Who is the developer of Capital Valley?
Capital Valley is developed by Shabraj Developers, with the project marketing operating under "The Capital Valley" brand. The developer's registered office and project site are on 14-km Multan Road, Lahore. Buyers should verify the developer's corporate registration status through SECP records, request a list of any previously completed projects, and visit other developments before committing significant capital.
Is Capital Valley a good investment in Lahore?

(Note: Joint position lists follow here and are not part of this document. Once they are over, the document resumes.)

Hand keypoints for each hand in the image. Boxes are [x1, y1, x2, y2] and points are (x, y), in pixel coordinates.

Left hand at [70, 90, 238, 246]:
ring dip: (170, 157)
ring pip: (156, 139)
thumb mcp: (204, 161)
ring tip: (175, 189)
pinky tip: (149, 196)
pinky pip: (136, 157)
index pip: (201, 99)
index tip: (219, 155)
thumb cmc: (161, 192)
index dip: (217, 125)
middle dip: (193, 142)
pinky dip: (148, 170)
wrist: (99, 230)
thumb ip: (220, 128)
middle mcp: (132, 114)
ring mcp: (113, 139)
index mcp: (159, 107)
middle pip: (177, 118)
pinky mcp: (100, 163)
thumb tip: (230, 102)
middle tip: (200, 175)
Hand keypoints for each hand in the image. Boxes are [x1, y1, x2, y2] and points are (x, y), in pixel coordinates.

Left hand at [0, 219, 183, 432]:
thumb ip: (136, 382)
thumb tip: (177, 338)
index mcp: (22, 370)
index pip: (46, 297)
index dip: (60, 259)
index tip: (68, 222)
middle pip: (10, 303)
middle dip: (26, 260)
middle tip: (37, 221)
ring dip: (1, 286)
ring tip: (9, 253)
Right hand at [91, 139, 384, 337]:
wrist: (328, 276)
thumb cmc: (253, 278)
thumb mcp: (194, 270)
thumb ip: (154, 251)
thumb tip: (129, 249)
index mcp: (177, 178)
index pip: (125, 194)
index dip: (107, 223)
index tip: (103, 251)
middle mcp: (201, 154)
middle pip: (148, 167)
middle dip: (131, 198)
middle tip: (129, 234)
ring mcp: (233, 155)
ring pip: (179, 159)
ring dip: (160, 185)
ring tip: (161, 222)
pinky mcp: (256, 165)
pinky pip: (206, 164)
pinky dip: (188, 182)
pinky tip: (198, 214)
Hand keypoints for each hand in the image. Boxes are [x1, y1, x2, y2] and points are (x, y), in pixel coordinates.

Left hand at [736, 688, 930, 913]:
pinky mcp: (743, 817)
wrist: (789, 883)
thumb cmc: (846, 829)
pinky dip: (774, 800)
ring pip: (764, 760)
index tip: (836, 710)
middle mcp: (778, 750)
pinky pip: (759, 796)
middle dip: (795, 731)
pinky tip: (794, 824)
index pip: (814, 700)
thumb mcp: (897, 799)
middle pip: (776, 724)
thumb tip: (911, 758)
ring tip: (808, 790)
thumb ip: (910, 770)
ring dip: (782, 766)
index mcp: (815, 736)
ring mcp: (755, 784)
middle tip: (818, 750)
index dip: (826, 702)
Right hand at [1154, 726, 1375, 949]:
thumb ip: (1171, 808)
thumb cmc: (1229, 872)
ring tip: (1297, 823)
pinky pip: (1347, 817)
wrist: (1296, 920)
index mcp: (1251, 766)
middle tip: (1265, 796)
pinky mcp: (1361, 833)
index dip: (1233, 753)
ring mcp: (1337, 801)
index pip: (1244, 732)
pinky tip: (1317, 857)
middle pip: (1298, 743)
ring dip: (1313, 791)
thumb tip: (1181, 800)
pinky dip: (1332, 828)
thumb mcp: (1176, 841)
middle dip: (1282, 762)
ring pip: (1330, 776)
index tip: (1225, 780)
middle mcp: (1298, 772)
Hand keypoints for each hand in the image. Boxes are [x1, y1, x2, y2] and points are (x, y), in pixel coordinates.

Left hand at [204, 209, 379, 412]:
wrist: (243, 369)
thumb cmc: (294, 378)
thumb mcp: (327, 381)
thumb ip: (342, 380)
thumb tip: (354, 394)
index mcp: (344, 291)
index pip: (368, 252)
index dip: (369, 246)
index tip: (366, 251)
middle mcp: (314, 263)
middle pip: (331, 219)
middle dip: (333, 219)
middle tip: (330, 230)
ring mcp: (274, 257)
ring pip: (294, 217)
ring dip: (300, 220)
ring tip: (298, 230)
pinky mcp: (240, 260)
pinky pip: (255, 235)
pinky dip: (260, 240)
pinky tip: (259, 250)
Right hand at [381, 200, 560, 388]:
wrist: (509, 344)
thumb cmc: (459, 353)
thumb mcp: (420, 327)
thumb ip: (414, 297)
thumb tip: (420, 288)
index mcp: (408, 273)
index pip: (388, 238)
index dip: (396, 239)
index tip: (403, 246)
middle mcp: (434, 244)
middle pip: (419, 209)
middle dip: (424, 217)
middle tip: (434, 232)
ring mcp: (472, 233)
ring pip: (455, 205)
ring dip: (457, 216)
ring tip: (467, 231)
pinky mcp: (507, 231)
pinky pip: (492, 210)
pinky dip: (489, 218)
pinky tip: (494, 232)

Capital Valley's investment case rests on three factors: confirmed LDA approval, a Multan Road location with direct M-2 Motorway access, and entry pricing materially lower than central Lahore alternatives. The 3.5-Marla entry at PKR 7M opens the project to first-time buyers and overseas Pakistanis who couldn't access Lahore's premium corridors. Risks: early-stage development with 3-year payment cycle (capital lock-up before possession), Multan Road corridor still maturing relative to DHA/Bahria, prime-location surcharges can add up quickly. Best for medium-horizon buyers and overseas Pakistanis.